[MATERIAL TO PROCESS — start]
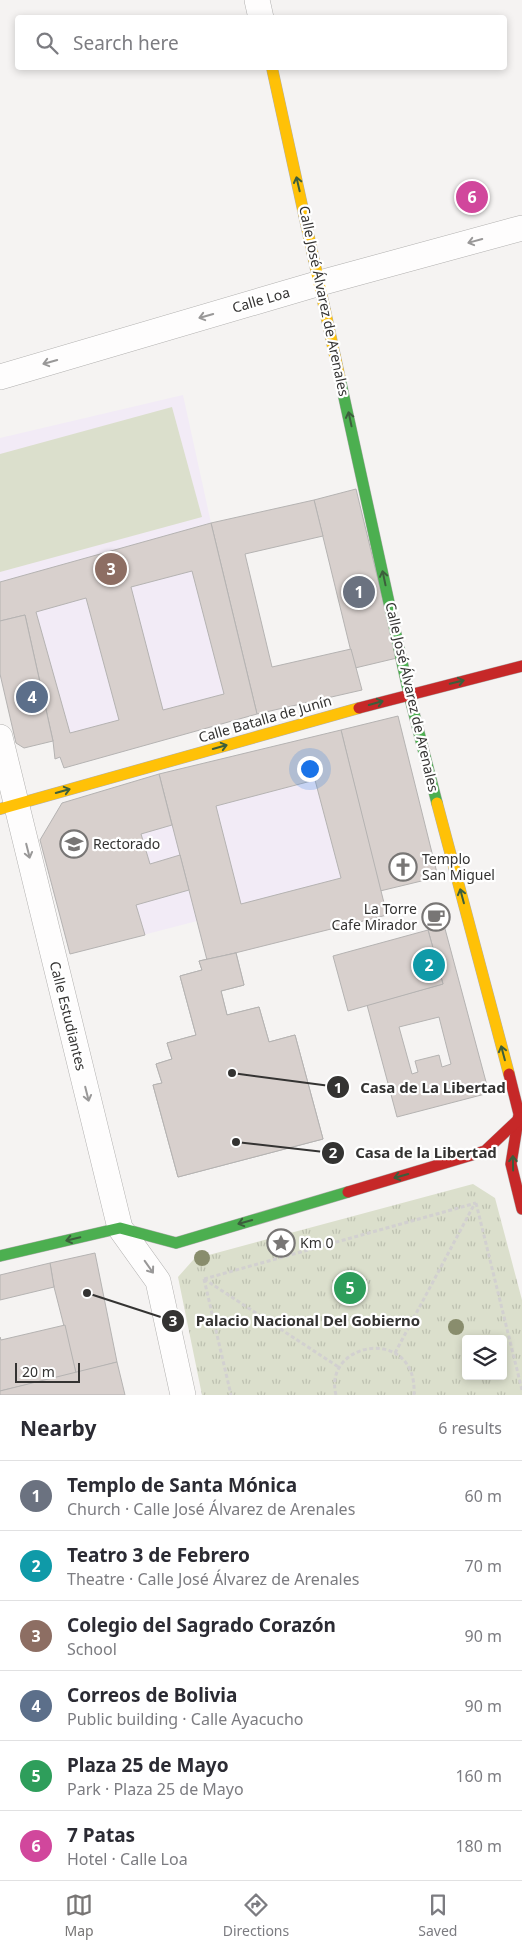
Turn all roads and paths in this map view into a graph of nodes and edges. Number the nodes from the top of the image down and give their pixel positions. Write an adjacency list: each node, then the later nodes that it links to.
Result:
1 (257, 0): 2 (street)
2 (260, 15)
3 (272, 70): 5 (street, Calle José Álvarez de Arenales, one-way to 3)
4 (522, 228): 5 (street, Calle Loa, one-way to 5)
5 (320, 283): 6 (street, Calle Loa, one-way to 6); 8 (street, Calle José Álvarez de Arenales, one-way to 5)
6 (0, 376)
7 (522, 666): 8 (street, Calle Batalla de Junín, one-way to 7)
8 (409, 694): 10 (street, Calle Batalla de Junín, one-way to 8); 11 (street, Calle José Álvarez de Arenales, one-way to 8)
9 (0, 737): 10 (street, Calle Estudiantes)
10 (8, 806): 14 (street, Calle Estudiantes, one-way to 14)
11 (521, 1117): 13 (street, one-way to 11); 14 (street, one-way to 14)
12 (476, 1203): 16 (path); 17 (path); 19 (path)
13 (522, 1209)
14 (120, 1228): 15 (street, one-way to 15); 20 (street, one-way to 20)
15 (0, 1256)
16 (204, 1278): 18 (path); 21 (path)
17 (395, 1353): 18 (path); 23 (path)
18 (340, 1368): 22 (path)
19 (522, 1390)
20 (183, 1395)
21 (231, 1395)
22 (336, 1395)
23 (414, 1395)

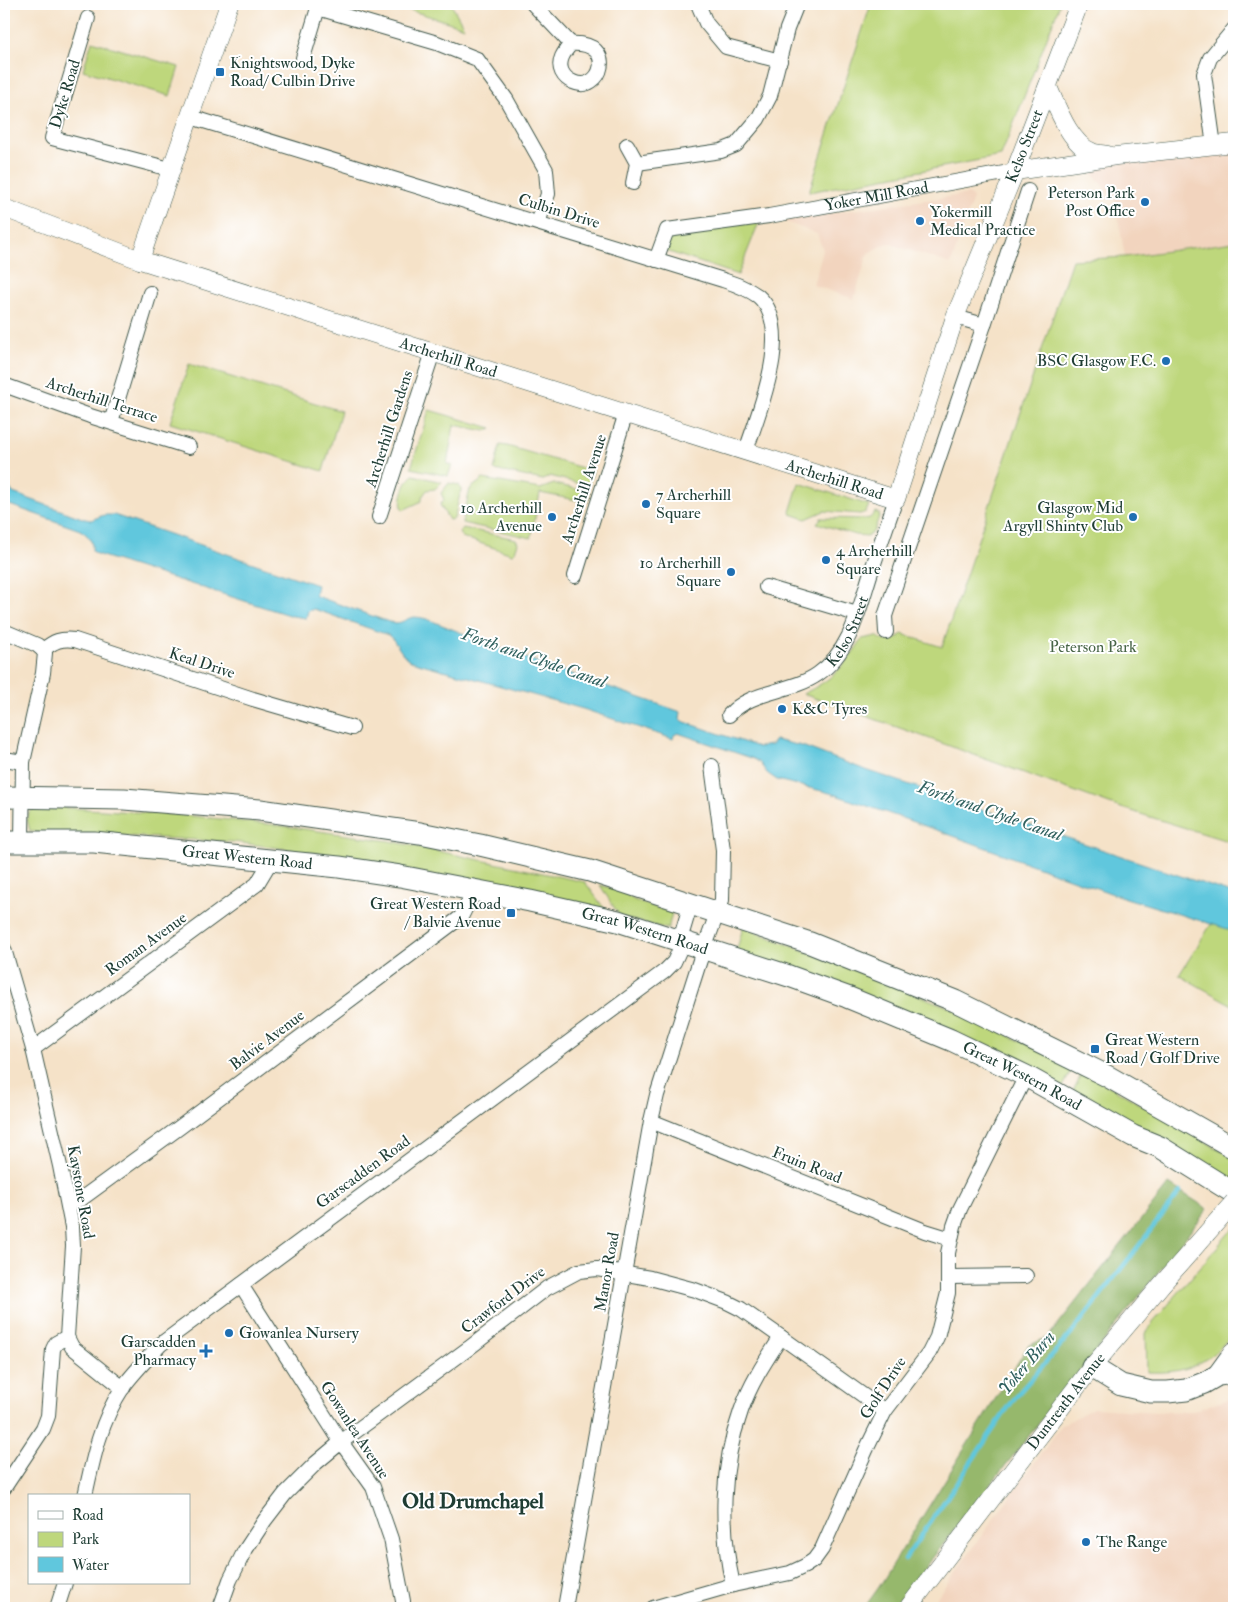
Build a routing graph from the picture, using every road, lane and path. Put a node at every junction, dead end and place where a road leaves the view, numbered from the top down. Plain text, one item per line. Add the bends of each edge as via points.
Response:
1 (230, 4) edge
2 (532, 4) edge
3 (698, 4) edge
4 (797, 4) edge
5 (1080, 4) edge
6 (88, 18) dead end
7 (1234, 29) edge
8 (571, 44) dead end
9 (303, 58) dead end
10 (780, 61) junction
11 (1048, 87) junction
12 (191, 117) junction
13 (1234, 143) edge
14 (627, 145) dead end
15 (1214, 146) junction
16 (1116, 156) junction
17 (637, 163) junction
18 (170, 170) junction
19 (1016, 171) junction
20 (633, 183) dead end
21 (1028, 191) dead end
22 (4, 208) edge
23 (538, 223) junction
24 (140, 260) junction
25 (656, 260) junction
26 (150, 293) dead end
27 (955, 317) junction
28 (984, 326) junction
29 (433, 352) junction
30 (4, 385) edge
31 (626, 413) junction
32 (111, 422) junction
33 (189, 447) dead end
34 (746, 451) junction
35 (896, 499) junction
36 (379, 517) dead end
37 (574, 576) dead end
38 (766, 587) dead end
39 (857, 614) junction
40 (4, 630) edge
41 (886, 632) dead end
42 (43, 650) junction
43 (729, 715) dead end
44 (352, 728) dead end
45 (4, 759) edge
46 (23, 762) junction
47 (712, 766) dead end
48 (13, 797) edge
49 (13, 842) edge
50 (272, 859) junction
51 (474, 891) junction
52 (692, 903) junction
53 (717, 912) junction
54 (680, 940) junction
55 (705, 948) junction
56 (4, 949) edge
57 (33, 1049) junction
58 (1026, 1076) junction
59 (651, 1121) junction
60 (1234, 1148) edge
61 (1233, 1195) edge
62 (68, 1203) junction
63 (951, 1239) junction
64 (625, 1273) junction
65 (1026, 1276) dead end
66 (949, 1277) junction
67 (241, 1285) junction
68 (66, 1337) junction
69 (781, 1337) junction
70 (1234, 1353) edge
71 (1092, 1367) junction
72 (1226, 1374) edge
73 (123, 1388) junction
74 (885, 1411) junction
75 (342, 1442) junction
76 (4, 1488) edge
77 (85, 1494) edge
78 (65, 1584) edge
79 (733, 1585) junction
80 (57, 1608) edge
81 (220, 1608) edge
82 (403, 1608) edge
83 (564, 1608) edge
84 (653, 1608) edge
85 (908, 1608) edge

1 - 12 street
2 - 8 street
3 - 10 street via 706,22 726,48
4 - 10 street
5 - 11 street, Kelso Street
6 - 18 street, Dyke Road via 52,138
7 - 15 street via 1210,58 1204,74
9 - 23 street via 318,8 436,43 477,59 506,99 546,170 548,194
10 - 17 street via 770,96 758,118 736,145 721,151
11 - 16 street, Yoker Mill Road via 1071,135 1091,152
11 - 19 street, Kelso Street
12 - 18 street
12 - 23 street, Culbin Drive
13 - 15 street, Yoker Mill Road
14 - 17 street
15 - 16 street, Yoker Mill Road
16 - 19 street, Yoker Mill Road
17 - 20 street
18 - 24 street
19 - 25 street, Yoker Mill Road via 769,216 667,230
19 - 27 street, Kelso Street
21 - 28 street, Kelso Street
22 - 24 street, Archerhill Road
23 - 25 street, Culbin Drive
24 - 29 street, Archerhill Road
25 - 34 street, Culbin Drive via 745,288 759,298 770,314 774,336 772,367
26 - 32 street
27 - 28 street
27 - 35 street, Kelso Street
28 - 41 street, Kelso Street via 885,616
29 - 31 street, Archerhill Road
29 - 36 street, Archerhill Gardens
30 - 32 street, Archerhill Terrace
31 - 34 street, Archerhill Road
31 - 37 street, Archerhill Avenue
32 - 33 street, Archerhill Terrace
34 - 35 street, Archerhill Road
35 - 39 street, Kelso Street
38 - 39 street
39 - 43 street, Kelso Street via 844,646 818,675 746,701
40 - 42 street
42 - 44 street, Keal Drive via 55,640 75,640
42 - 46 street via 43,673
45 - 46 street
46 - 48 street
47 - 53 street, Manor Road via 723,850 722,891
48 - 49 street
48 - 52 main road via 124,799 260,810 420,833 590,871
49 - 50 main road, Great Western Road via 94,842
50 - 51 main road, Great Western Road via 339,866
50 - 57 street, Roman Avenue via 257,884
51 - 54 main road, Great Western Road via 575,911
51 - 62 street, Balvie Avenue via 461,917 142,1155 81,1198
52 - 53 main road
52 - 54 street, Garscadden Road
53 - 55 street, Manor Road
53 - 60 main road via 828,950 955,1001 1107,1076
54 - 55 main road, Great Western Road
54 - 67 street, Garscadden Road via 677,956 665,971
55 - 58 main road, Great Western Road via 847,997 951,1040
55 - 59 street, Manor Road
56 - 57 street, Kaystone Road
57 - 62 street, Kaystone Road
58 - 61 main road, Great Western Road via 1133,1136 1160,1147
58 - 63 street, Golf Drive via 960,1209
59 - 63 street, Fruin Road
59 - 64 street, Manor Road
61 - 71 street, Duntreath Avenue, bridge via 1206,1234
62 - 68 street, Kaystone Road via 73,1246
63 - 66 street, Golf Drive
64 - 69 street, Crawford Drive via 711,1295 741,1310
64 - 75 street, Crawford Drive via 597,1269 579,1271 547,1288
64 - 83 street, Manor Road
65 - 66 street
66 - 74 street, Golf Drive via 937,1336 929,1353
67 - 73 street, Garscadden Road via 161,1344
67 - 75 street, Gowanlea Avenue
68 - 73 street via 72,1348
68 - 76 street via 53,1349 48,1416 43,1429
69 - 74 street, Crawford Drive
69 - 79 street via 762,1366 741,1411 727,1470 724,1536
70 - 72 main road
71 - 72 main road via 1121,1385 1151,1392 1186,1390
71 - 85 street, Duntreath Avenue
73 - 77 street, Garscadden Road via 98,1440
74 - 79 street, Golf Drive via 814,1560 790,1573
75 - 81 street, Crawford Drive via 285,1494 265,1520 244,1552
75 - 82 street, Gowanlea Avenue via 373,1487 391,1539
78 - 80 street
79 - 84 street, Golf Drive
[MATERIAL TO PROCESS — finish]
* _ASSIGNED TASK_: Give the records back exactly, with no pictures.

* _WRITTEN SOLUTION_:
Turn all roads and paths in this map view into a graph of nodes and edges. Number the nodes from the top of the image down and give their pixel positions. Write an adjacency list: each node, then the later nodes that it links to.
Result:
1 (257, 0): 2 (street)
2 (260, 15)
3 (272, 70): 5 (street, Calle José Álvarez de Arenales, one-way to 3)
4 (522, 228): 5 (street, Calle Loa, one-way to 5)
5 (320, 283): 6 (street, Calle Loa, one-way to 6); 8 (street, Calle José Álvarez de Arenales, one-way to 5)
6 (0, 376)
7 (522, 666): 8 (street, Calle Batalla de Junín, one-way to 7)
8 (409, 694): 10 (street, Calle Batalla de Junín, one-way to 8); 11 (street, Calle José Álvarez de Arenales, one-way to 8)
9 (0, 737): 10 (street, Calle Estudiantes)
10 (8, 806): 14 (street, Calle Estudiantes, one-way to 14)
11 (521, 1117): 13 (street, one-way to 11); 14 (street, one-way to 14)
12 (476, 1203): 16 (path); 17 (path); 19 (path)
13 (522, 1209)
14 (120, 1228): 15 (street, one-way to 15); 20 (street, one-way to 20)
15 (0, 1256)
16 (204, 1278): 18 (path); 21 (path)
17 (395, 1353): 18 (path); 23 (path)
18 (340, 1368): 22 (path)
19 (522, 1390)
20 (183, 1395)
21 (231, 1395)
22 (336, 1395)
23 (414, 1395)

Build a routing graph from the picture, using every road, lane and path. Put a node at every junction, dead end and place where a road leaves the view, numbered from the top down. Plain text, one item per line. Add the bends of each edge as via points.
Response:
1 (230, 4) edge
2 (532, 4) edge
3 (698, 4) edge
4 (797, 4) edge
5 (1080, 4) edge
6 (88, 18) dead end
7 (1234, 29) edge
8 (571, 44) dead end
9 (303, 58) dead end
10 (780, 61) junction
11 (1048, 87) junction
12 (191, 117) junction
13 (1234, 143) edge
14 (627, 145) dead end
15 (1214, 146) junction
16 (1116, 156) junction
17 (637, 163) junction
18 (170, 170) junction
19 (1016, 171) junction
20 (633, 183) dead end
21 (1028, 191) dead end
22 (4, 208) edge
23 (538, 223) junction
24 (140, 260) junction
25 (656, 260) junction
26 (150, 293) dead end
27 (955, 317) junction
28 (984, 326) junction
29 (433, 352) junction
30 (4, 385) edge
31 (626, 413) junction
32 (111, 422) junction
33 (189, 447) dead end
34 (746, 451) junction
35 (896, 499) junction
36 (379, 517) dead end
37 (574, 576) dead end
38 (766, 587) dead end
39 (857, 614) junction
40 (4, 630) edge
41 (886, 632) dead end
42 (43, 650) junction
43 (729, 715) dead end
44 (352, 728) dead end
45 (4, 759) edge
46 (23, 762) junction
47 (712, 766) dead end
48 (13, 797) edge
49 (13, 842) edge
50 (272, 859) junction
51 (474, 891) junction
52 (692, 903) junction
53 (717, 912) junction
54 (680, 940) junction
55 (705, 948) junction
56 (4, 949) edge
57 (33, 1049) junction
58 (1026, 1076) junction
59 (651, 1121) junction
60 (1234, 1148) edge
61 (1233, 1195) edge
62 (68, 1203) junction
63 (951, 1239) junction
64 (625, 1273) junction
65 (1026, 1276) dead end
66 (949, 1277) junction
67 (241, 1285) junction
68 (66, 1337) junction
69 (781, 1337) junction
70 (1234, 1353) edge
71 (1092, 1367) junction
72 (1226, 1374) edge
73 (123, 1388) junction
74 (885, 1411) junction
75 (342, 1442) junction
76 (4, 1488) edge
77 (85, 1494) edge
78 (65, 1584) edge
79 (733, 1585) junction
80 (57, 1608) edge
81 (220, 1608) edge
82 (403, 1608) edge
83 (564, 1608) edge
84 (653, 1608) edge
85 (908, 1608) edge

1 - 12 street
2 - 8 street
3 - 10 street via 706,22 726,48
4 - 10 street
5 - 11 street, Kelso Street
6 - 18 street, Dyke Road via 52,138
7 - 15 street via 1210,58 1204,74
9 - 23 street via 318,8 436,43 477,59 506,99 546,170 548,194
10 - 17 street via 770,96 758,118 736,145 721,151
11 - 16 street, Yoker Mill Road via 1071,135 1091,152
11 - 19 street, Kelso Street
12 - 18 street
12 - 23 street, Culbin Drive
13 - 15 street, Yoker Mill Road
14 - 17 street
15 - 16 street, Yoker Mill Road
16 - 19 street, Yoker Mill Road
17 - 20 street
18 - 24 street
19 - 25 street, Yoker Mill Road via 769,216 667,230
19 - 27 street, Kelso Street
21 - 28 street, Kelso Street
22 - 24 street, Archerhill Road
23 - 25 street, Culbin Drive
24 - 29 street, Archerhill Road
25 - 34 street, Culbin Drive via 745,288 759,298 770,314 774,336 772,367
26 - 32 street
27 - 28 street
27 - 35 street, Kelso Street
28 - 41 street, Kelso Street via 885,616
29 - 31 street, Archerhill Road
29 - 36 street, Archerhill Gardens
30 - 32 street, Archerhill Terrace
31 - 34 street, Archerhill Road
31 - 37 street, Archerhill Avenue
32 - 33 street, Archerhill Terrace
34 - 35 street, Archerhill Road
35 - 39 street, Kelso Street
38 - 39 street
39 - 43 street, Kelso Street via 844,646 818,675 746,701
40 - 42 street
42 - 44 street, Keal Drive via 55,640 75,640
42 - 46 street via 43,673
45 - 46 street
46 - 48 street
47 - 53 street, Manor Road via 723,850 722,891
48 - 49 street
48 - 52 main road via 124,799 260,810 420,833 590,871
49 - 50 main road, Great Western Road via 94,842
50 - 51 main road, Great Western Road via 339,866
50 - 57 street, Roman Avenue via 257,884
51 - 54 main road, Great Western Road via 575,911
51 - 62 street, Balvie Avenue via 461,917 142,1155 81,1198
52 - 53 main road
52 - 54 street, Garscadden Road
53 - 55 street, Manor Road
53 - 60 main road via 828,950 955,1001 1107,1076
54 - 55 main road, Great Western Road
54 - 67 street, Garscadden Road via 677,956 665,971
55 - 58 main road, Great Western Road via 847,997 951,1040
55 - 59 street, Manor Road
56 - 57 street, Kaystone Road
57 - 62 street, Kaystone Road
58 - 61 main road, Great Western Road via 1133,1136 1160,1147
58 - 63 street, Golf Drive via 960,1209
59 - 63 street, Fruin Road
59 - 64 street, Manor Road
61 - 71 street, Duntreath Avenue, bridge via 1206,1234
62 - 68 street, Kaystone Road via 73,1246
63 - 66 street, Golf Drive
64 - 69 street, Crawford Drive via 711,1295 741,1310
64 - 75 street, Crawford Drive via 597,1269 579,1271 547,1288
64 - 83 street, Manor Road
65 - 66 street
66 - 74 street, Golf Drive via 937,1336 929,1353
67 - 73 street, Garscadden Road via 161,1344
67 - 75 street, Gowanlea Avenue
68 - 73 street via 72,1348
68 - 76 street via 53,1349 48,1416 43,1429
69 - 74 street, Crawford Drive
69 - 79 street via 762,1366 741,1411 727,1470 724,1536
70 - 72 main road
71 - 72 main road via 1121,1385 1151,1392 1186,1390
71 - 85 street, Duntreath Avenue
73 - 77 street, Garscadden Road via 98,1440
74 - 79 street, Golf Drive via 814,1560 790,1573
75 - 81 street, Crawford Drive via 285,1494 265,1520 244,1552
75 - 82 street, Gowanlea Avenue via 373,1487 391,1539
78 - 80 street
79 - 84 street, Golf Drive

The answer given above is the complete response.